**Exercise aim:**
The response must contain every line from the records below that has "path".

Stored items:
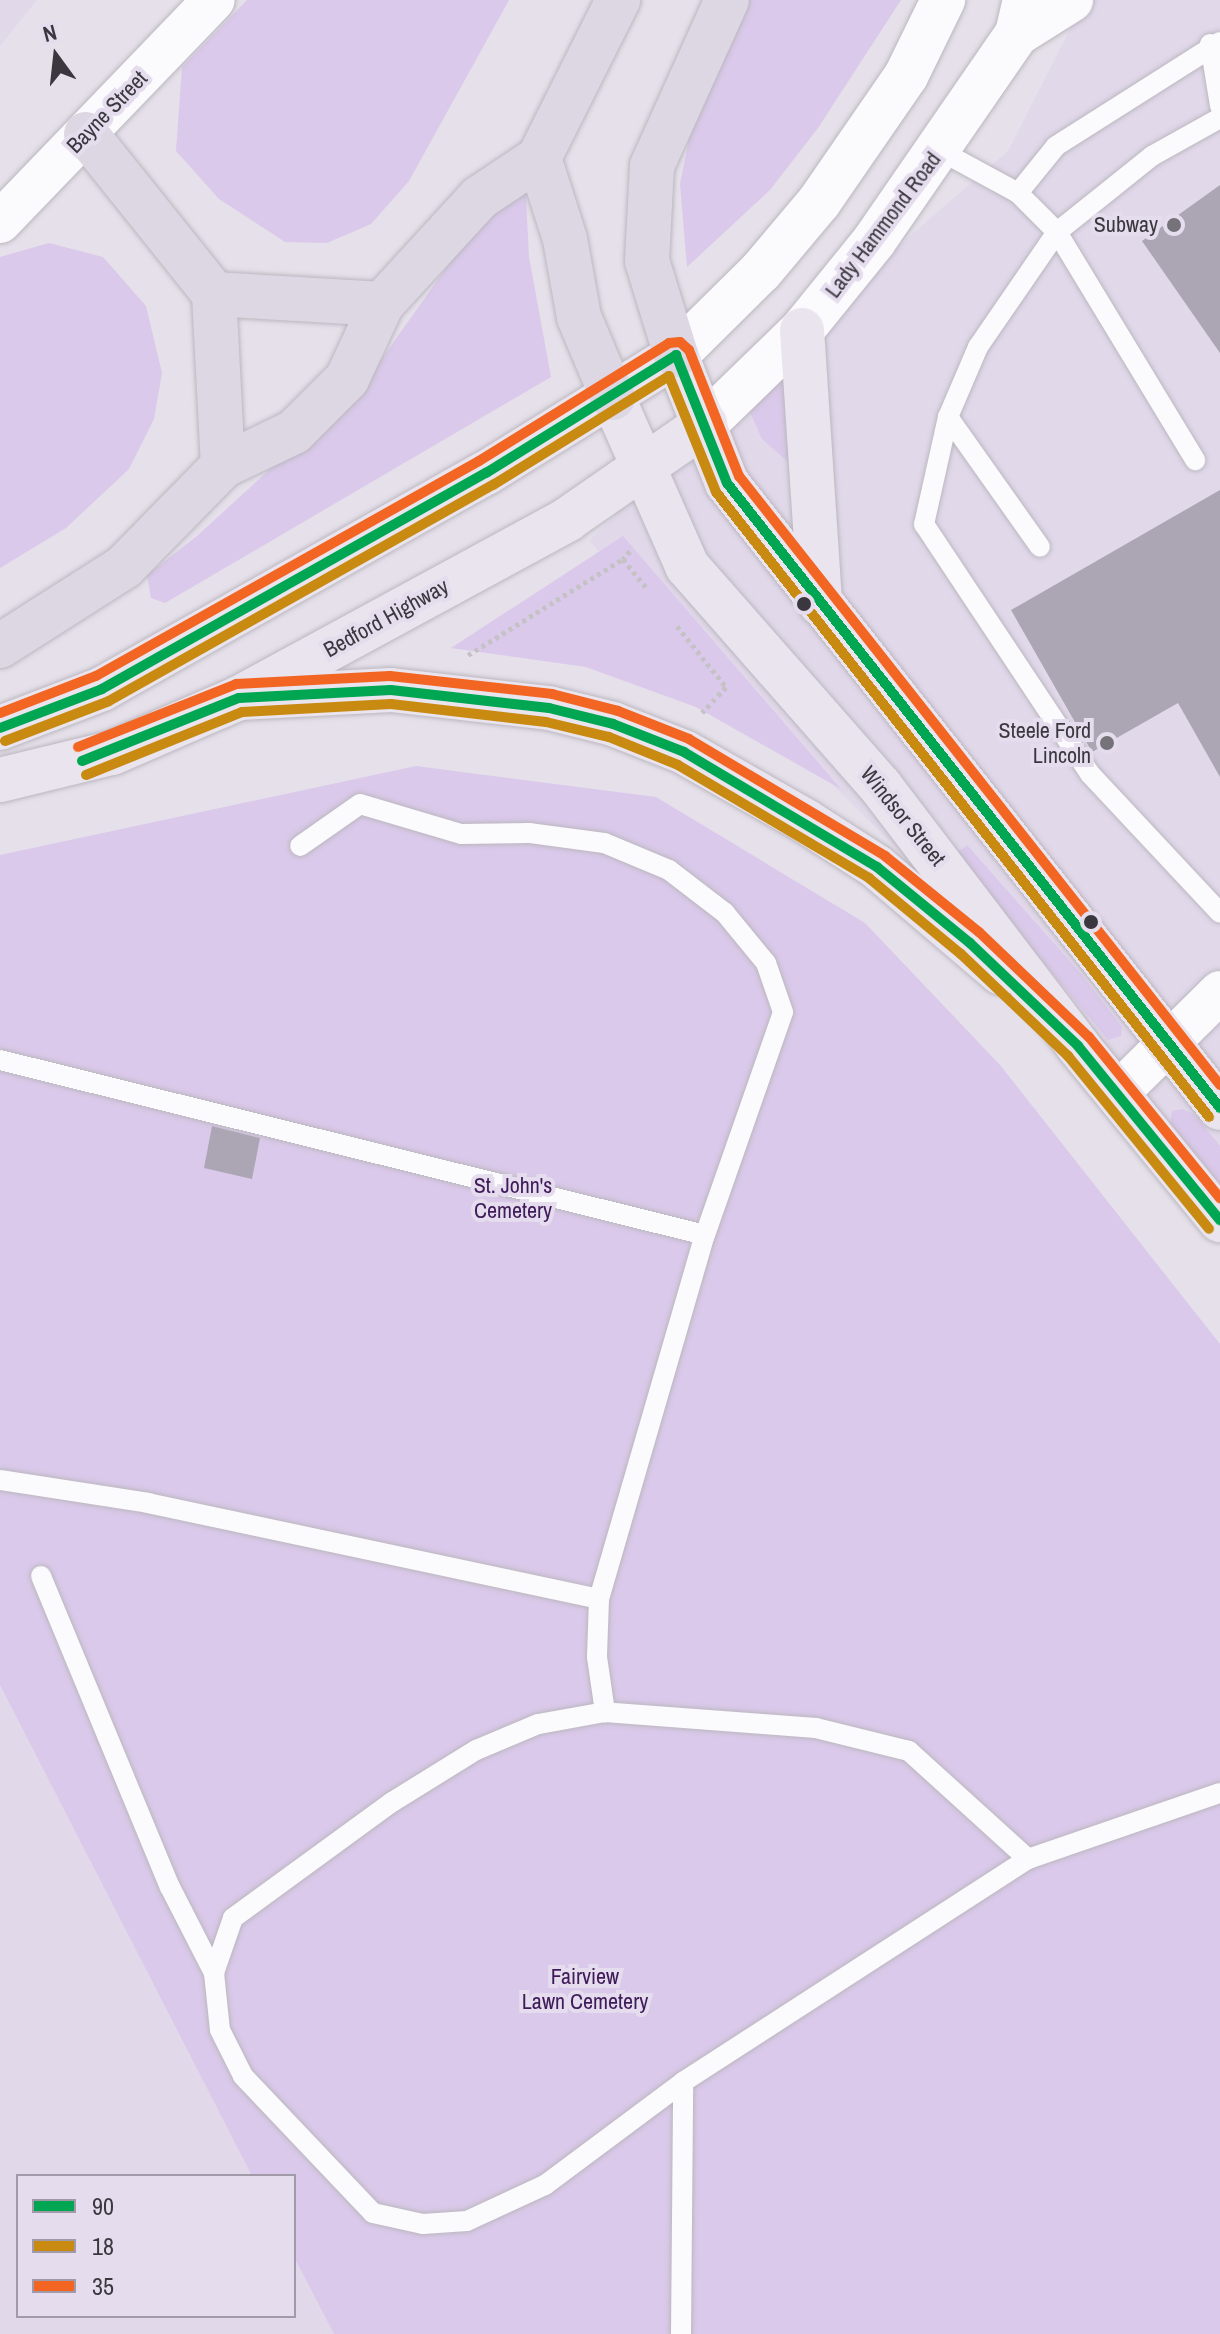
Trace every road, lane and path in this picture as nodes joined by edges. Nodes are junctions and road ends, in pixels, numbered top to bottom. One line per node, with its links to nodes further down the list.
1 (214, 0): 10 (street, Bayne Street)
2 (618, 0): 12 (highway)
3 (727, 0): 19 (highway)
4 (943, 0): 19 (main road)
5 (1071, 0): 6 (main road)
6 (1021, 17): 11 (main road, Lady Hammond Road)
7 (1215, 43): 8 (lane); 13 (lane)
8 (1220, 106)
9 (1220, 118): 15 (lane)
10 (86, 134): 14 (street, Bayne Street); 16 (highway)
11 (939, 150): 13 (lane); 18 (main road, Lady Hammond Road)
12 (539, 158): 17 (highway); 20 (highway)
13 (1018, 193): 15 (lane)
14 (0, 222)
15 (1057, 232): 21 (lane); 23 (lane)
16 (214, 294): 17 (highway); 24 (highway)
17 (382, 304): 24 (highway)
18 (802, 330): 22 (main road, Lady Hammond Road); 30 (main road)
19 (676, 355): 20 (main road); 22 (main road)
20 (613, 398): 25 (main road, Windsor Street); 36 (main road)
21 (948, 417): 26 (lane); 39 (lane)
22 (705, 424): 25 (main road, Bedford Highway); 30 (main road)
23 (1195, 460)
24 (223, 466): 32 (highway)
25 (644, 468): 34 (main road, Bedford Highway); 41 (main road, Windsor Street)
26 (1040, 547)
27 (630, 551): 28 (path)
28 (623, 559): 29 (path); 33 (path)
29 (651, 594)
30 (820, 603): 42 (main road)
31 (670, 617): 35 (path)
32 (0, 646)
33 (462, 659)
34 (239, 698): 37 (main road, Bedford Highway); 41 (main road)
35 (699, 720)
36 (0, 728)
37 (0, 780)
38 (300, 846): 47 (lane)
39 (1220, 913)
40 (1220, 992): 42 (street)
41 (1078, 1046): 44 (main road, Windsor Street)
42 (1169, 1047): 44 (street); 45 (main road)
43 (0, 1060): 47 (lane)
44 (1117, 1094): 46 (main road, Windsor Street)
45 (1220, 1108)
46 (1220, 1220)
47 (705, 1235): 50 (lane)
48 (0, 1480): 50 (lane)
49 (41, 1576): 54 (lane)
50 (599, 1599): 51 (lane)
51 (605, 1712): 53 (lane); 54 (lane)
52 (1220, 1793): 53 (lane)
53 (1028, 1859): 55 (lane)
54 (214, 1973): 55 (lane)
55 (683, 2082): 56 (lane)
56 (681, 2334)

**Result:**
Trace every road, lane and path in this picture as nodes joined by edges. Nodes are junctions and road ends, in pixels, numbered top to bottom. One line per node, with its links to nodes further down the list.
27 (630, 551): 28 (path)
28 (623, 559): 29 (path); 33 (path)
31 (670, 617): 35 (path)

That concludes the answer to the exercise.